**Your assignment**: Without the images, output each record below as it stands.

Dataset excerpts
------

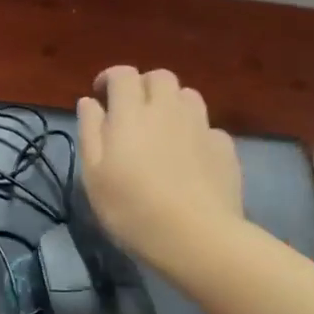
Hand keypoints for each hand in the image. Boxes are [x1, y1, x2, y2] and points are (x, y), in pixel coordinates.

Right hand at [76, 66, 243, 276]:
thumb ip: (89, 131)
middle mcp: (168, 110)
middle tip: (132, 110)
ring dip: (172, 103)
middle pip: (160, 77)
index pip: (123, 74)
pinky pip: (208, 127)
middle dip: (143, 85)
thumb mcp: (93, 174)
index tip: (100, 95)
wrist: (196, 238)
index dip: (110, 78)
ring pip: (188, 96)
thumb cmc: (132, 207)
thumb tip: (89, 102)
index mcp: (131, 113)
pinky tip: (189, 156)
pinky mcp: (224, 148)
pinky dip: (195, 132)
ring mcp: (200, 127)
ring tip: (162, 128)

------

**Answer space**:
Hand keypoints for each hand in the image. Boxes are [x1, y1, x2, y2] and points are (x, y), in pixel coordinates.

Right hand at [76, 66, 243, 276]:
thumb ip: (89, 131)
middle mcp: (168, 110)
middle tip: (132, 110)
ring dip: (172, 103)
middle pip: (160, 77)
index pip: (123, 74)
pinky pip: (208, 127)
middle dip: (143, 85)
thumb mcp: (93, 174)
index tip: (100, 95)
wrist: (196, 238)
index dip: (110, 78)
ring pip: (188, 96)
thumb cmc: (132, 207)
thumb tip: (89, 102)
index mcp: (131, 113)
pinky tip: (189, 156)
pinky mcp: (224, 148)
pinky dip: (195, 132)
ring mcp: (200, 127)
ring tip: (162, 128)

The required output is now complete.